A different picture emerges for TTUDGB. Here U/G, the mispair relevant to the presumed natural mutagenesis pathway, is by far the most efficient substrate; the time-course of the reaction, however, is biphasic; a brief period of very fast reaction is followed by levelling off before the reaction reaches completion. At present, this kinetic behavior precludes more precise, quantitative rankings. Still, the pronounced preference for U/G exhibited by TTUDGB seems to hint at a possible process by which the enzyme checks not only the presence of a uracil residue but also the structural nature of the base juxtaposed to it. Clearly, TTUDGA turns over (enzyme:substrate ratio was 1:40); TTUDGB, under conditions of the assay, does not (20-fold excess of enzyme).

DISCUSSION

In summary, both TTUDGA and TTUDGB qualify as tools that can help T.thermophilus counteract the genetic threat of hydrolytic deamination of DNA cytosine residues. The encoding of two such enzymes with similar, but in parts distinctly different catalytic properties in an otherwise minimalistic genome (1.8 Mb chromosome size) can be taken as an indication of an as yet ill understood division of different tasks. TTUDGA displays all the properties expected for a member of the TMUDG family (13,21,22). TTUDGB defines a novel family of UDGs, its most prominent structural feature being the lack of a polar amino acid residue that is otherwise conserved throughout the entire UDG superfamily.

A widely accepted catalytic role of this conserved residue (e.g. Asp145 in hUDG) is (partial) deprotonation of a water molecule, thereby activating it for nucleophilic attack on the glycosidic carbon center. This function is particularly important if one assumes a concerted (‘S_N2-type’) mechanism of nucleophilic displacement of the base, with the latter being made a better leaving group by electron pull. This, for example, can be provided by a likewise conserved histidine residue (His268 in hUDG) that is within hydrogen bonding range to O-2 of the uracil ring in an enzyme–product complex (23).

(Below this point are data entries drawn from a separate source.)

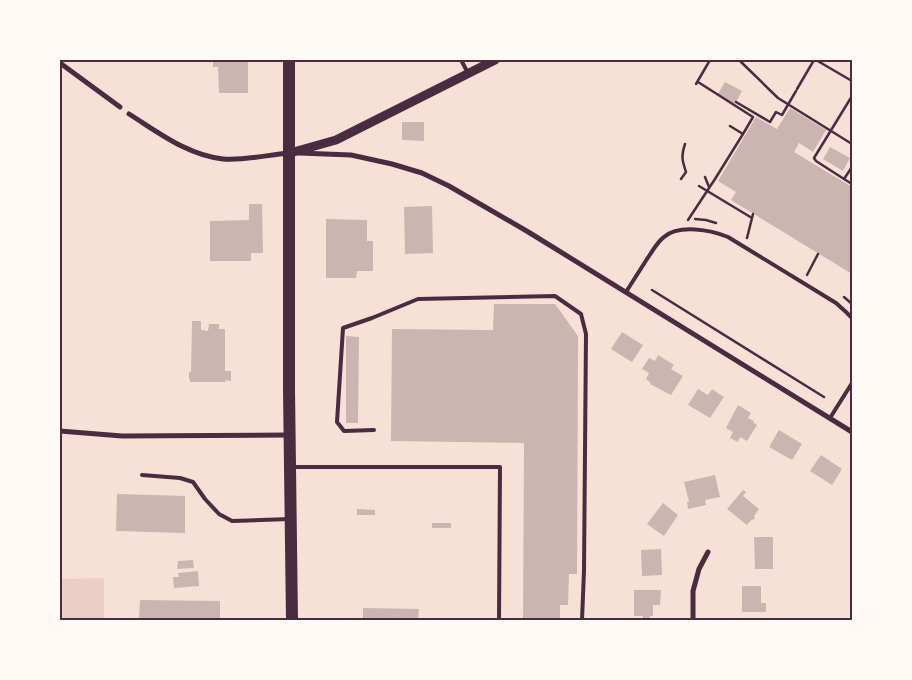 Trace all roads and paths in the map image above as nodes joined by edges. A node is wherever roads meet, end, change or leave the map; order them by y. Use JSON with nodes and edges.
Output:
{"nodes":[{"id":1,"x":290,"y":60,"type":"edge"},
{"id":2,"x":461,"y":60,"type":"edge"},
{"id":3,"x":495,"y":60,"type":"edge"},
{"id":4,"x":710,"y":60,"type":"edge"},
{"id":5,"x":739,"y":60,"type":"edge"},
{"id":6,"x":815,"y":60,"type":"edge"},
{"id":7,"x":60,"y":63,"type":"edge"},
{"id":8,"x":468,"y":74,"type":"junction"},
{"id":9,"x":852,"y":81,"type":"edge"},
{"id":10,"x":852,"y":96,"type":"edge"},
{"id":11,"x":736,"y":102,"type":"dead end"},
{"id":12,"x":788,"y":105,"type":"junction"},
{"id":13,"x":120,"y":107,"type":"dead end"},
{"id":14,"x":129,"y":114,"type":"dead end"},
{"id":15,"x":730,"y":126,"type":"dead end"},
{"id":16,"x":831,"y":131,"type":"junction"},
{"id":17,"x":742,"y":134,"type":"junction"},
{"id":18,"x":686,"y":144,"type":"dead end"},
{"id":19,"x":852,"y":144,"type":"edge"},
{"id":20,"x":290,"y":153,"type":"junction"},
{"id":21,"x":852,"y":167,"type":"edge"},
{"id":22,"x":705,"y":177,"type":"dead end"},
{"id":23,"x":682,"y":179,"type":"dead end"},
{"id":24,"x":844,"y":179,"type":"junction"},
{"id":25,"x":852,"y":184,"type":"edge"},
{"id":26,"x":699,"y":186,"type":"dead end"},
{"id":27,"x":708,"y":189,"type":"junction"},
{"id":28,"x":753,"y":214,"type":"dead end"},
{"id":29,"x":752,"y":218,"type":"junction"},
{"id":30,"x":688,"y":220,"type":"dead end"},
{"id":31,"x":747,"y":238,"type":"dead end"},
{"id":32,"x":818,"y":254,"type":"dead end"},
{"id":33,"x":807,"y":274,"type":"dead end"},
{"id":34,"x":652,"y":290,"type":"dead end"},
{"id":35,"x":626,"y":292,"type":"junction"},
{"id":36,"x":852,"y":318,"type":"edge"},
{"id":37,"x":852,"y":383,"type":"edge"},
{"id":38,"x":824,"y":396,"type":"dead end"},
{"id":39,"x":830,"y":418,"type":"junction"},
{"id":40,"x":374,"y":430,"type":"dead end"},
{"id":41,"x":60,"y":431,"type":"edge"},
{"id":42,"x":852,"y":432,"type":"edge"},
{"id":43,"x":290,"y":435,"type":"junction"},
{"id":44,"x":291,"y":467,"type":"junction"},
{"id":45,"x":142,"y":475,"type":"dead end"},
{"id":46,"x":291,"y":519,"type":"junction"},
{"id":47,"x":708,"y":552,"type":"dead end"},
{"id":48,"x":292,"y":620,"type":"edge"},
{"id":49,"x":499,"y":620,"type":"edge"},
{"id":50,"x":582,"y":620,"type":"edge"},
{"id":51,"x":693,"y":620,"type":"edge"}],
"edges":[{"from":1,"to":20,"type":"main road"},
{"from":2,"to":8,"type":"lane"},
{"from":3,"to":8,"type":"street"},
{"from":4,"to":17,"type":"path"},
{"from":5,"to":12,"type":"path"},
{"from":6,"to":9,"type":"path"},
{"from":6,"to":12,"type":"path"},
{"from":7,"to":13,"type":"street"},
{"from":8,"to":20,"type":"street"},
{"from":10,"to":16,"type":"path"},
{"from":11,"to":12,"type":"path"},
{"from":12,"to":16,"type":"path"},
{"from":14,"to":20,"type":"street"},
{"from":15,"to":17,"type":"path"},
{"from":16,"to":19,"type":"path"},
{"from":16,"to":24,"type":"path"},
{"from":17,"to":27,"type":"path"},
{"from":18,"to":23,"type":"path"},
{"from":20,"to":35,"type":"street"},
{"from":20,"to":43,"type":"main road"},
{"from":21,"to":24,"type":"path"},
{"from":22,"to":27,"type":"path"},
{"from":24,"to":25,"type":"path"},
{"from":26,"to":27,"type":"path"},
{"from":27,"to":29,"type":"path"},
{"from":27,"to":30,"type":"path"},
{"from":28,"to":29,"type":"path"},
{"from":29,"to":31,"type":"path"},
{"from":32,"to":33,"type":"path"},
{"from":34,"to":38,"type":"path"},
{"from":35,"to":36,"type":"lane"},
{"from":35,"to":39,"type":"street"},
{"from":37,"to":39,"type":"lane"},
{"from":39,"to":42,"type":"street"},
{"from":40,"to":50,"type":"lane"},
{"from":41,"to":43,"type":"street"},
{"from":43,"to":44,"type":"main road"},
{"from":44,"to":46,"type":"main road"},
{"from":44,"to":49,"type":"lane"},
{"from":45,"to":46,"type":"lane"},
{"from":46,"to":48,"type":"main road"},
{"from":47,"to":51,"type":"street"}]}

Early indication that the carboxylate function of Asp145 of hUDG is not strictly required for catalysis came from crystallographic studies of a corresponding D145N mutant (23) that could be co-crystallized with a substrate oligonucleotide but had cleaved the uracil glycosidic bond by the time X-ray scattering data were taken (23). The nature of this residual catalytic activity was later followed up by X-ray crystallography (24) performed on a complex of hUDG with a substrate analog containing a non-hydrolyzable ‘C-glycosidic’ bond (i.e. a pseudouridine residue) and by energy calculations (25). Taken together, the result of these studies is that a dissociative (‘S_N1-type’) reaction mechanism with breakage of the glycosidic bond preceding the entry of water at carbon center C-1′ is a viable alternative. The role of the enzyme would be to force upon the substrate residue a strongly distorted conformation with the result of destabilization of the glycosidic bond through steric strain and stereoelectronic antibinding forces (24) and/or to electrostatically stabilize the carbocation intermediate through nearby burying in the protein of four phosphodiester groups of the DNA substrate. The latter mechanism would amount to enzyme-mediated substrate autocatalysis (25).

If these latter effects are to claim the lion’s share of catalytic rate enhancement, one should expect to find fully active UDGs with no polar residue within a wild-type motif 1. TTUDGB is the first enzyme identified that meets these criteria. Conceivably, catalysis exerted by TTUDGB rests on substrate distortion and/or electrostatic substrate autocatalysis alone. Alternatively, amino acid residues outside the canonical motif 1 may substitute for the role of the lacking polar group. Clearly, these newly arising questions are amenable to experimental scrutiny.